PS: Sorry I just translated your super tricky poem in my language after some years of waiting, thanks for your patience hahaha. Happy Birthday, Alex. Ah.. Again, I know that I am late on this as well. In your birthday you are not given a gift, but instead, you are giving some heavenly view to those who read this.
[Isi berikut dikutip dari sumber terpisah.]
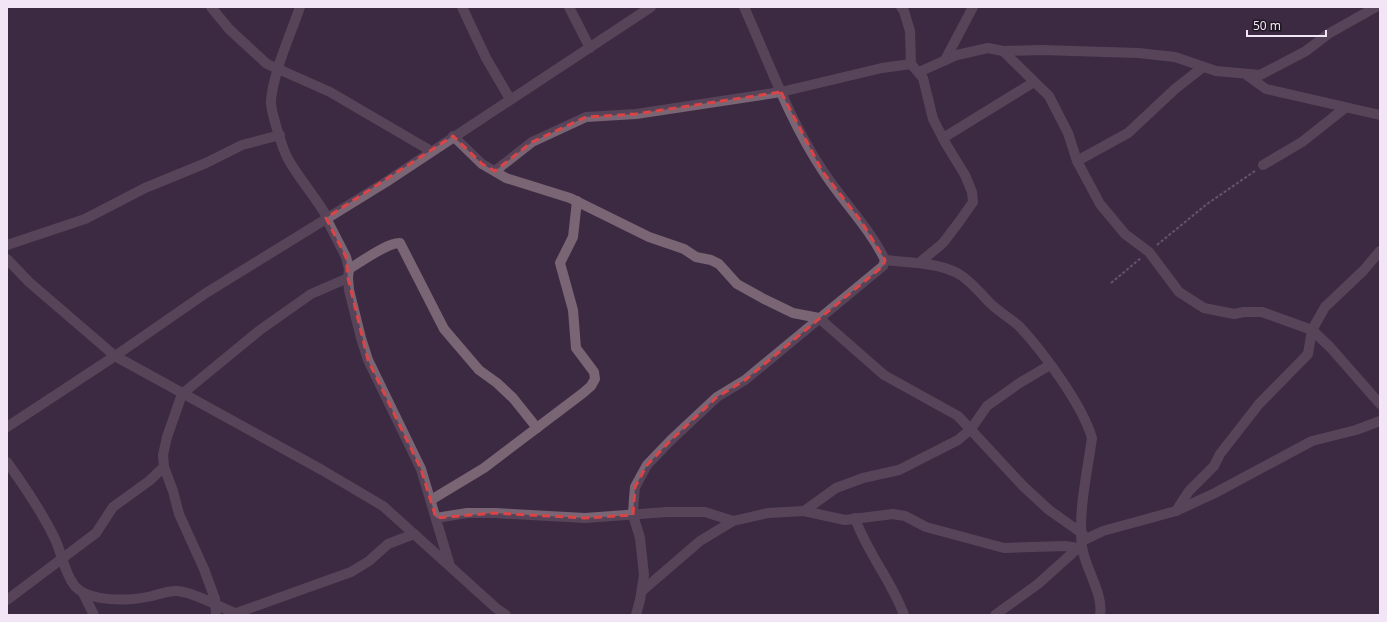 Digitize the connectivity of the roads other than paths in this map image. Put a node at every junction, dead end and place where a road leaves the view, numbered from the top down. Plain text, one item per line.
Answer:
1 (211, 7) edge
2 (300, 7) edge
3 (462, 7) edge
4 (569, 7) edge
5 (651, 7) edge
6 (744, 7) edge
7 (901, 7) edge
8 (973, 7) edge
9 (1376, 7) edge
10 (590, 48) junction
11 (1003, 51) junction
12 (945, 60) junction
13 (911, 64) junction
14 (279, 68) junction
15 (1203, 68) junction
16 (919, 72) junction
17 (1248, 76) junction
18 (1034, 82) junction
19 (781, 92) junction
20 (510, 99) junction
21 (1345, 108) junction
22 (1380, 116) edge
23 (280, 135) junction
24 (453, 136) junction
25 (943, 138) junction
26 (431, 151) junction
27 (1077, 161) junction
28 (1263, 165) road end
29 (494, 171) junction
30 (577, 201) junction
31 (326, 217) junction
32 (7, 245) edge
33 (1380, 251) edge
34 (7, 260) edge
35 (885, 260) junction
36 (919, 263) junction
37 (348, 274) junction
38 (819, 318) junction
39 (1312, 330) junction
40 (115, 356) junction
41 (1050, 365) junction
42 (182, 394) junction
43 (1380, 404) edge
44 (1380, 421) edge
45 (7, 427) edge
46 (537, 428) junction
47 (971, 429) junction
48 (7, 462) edge
49 (164, 467) junction
50 (431, 500) junction
51 (804, 511) junction
52 (1176, 511) junction
53 (633, 515) junction
54 (436, 518) junction
55 (855, 518) junction
56 (732, 521) junction
57 (414, 534) junction
58 (1081, 543) junction
59 (62, 557) junction
60 (450, 566) junction
61 (642, 591) junction
62 (83, 592) junction
63 (7, 600) edge
64 (216, 610) edge
65 (1102, 613) edge
66 (233, 614) edge
67 (94, 615) edge
68 (506, 615) edge
69 (636, 615) edge
70 (904, 615) edge
71 (995, 615) edge

1 - 14 street
2 - 14 street
3 - 20 street
4 - 10 street
5 - 10 street
6 - 19 street
7 - 13 street
8 - 12 street
9 - 17 street
10 - 20 street
11 - 12 street
11 - 15 street
11 - 18 street
12 - 16 street
13 - 16 street
13 - 19 street
14 - 23 street
14 - 26 street
15 - 17 street
15 - 27 street
16 - 25 street
17 - 21 street
18 - 25 street
18 - 27 street
19 - 29 street
19 - 35 street
20 - 24 street
21 - 22 street
21 - 28 street
23 - 31 street
23 - 32 street
24 - 26 street
24 - 29 street
25 - 36 street
26 - 31 street
27 - 39 street
29 - 30 street
30 - 38 street
30 - 46 street
31 - 37 street
31 - 40 street
33 - 39 street
34 - 40 street
35 - 36 street
35 - 38 street
36 - 41 street
37 - 42 street
37 - 46 street
37 - 50 street
38 - 47 street
38 - 53 street
39 - 43 street
39 - 52 street
40 - 42 street
40 - 45 street
41 - 47 street
41 - 58 street
42 - 49 street
42 - 57 street
44 - 52 street
46 - 50 street
47 - 51 street
47 - 58 street
48 - 59 street
49 - 59 street
49 - 64 street
50 - 54 street
51 - 55 street
51 - 56 street
52 - 58 street
53 - 54 street
53 - 56 street
53 - 61 street
54 - 60 street
55 - 58 street
55 - 70 street
56 - 61 street
57 - 60 street
57 - 66 street
58 - 65 street
58 - 71 street
59 - 62 street
59 - 63 street
60 - 68 street
61 - 69 street
62 - 64 street
62 - 67 street
64 - 66 street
Wow, so profound :”) I miss drinking together like the old days, talking crap about crap people and realizing that we are the crap ourselves. God grant you many years, man. Boston is a nice city, it sure will gather us again we don’t know when. Or you will come to my hometown next year? by the way.. I am 10,30% done with my novel 50 Goddard Ave. LOL
Disclaimer: Don’t try to google translate my translation or you will cry in your room like a bald priest.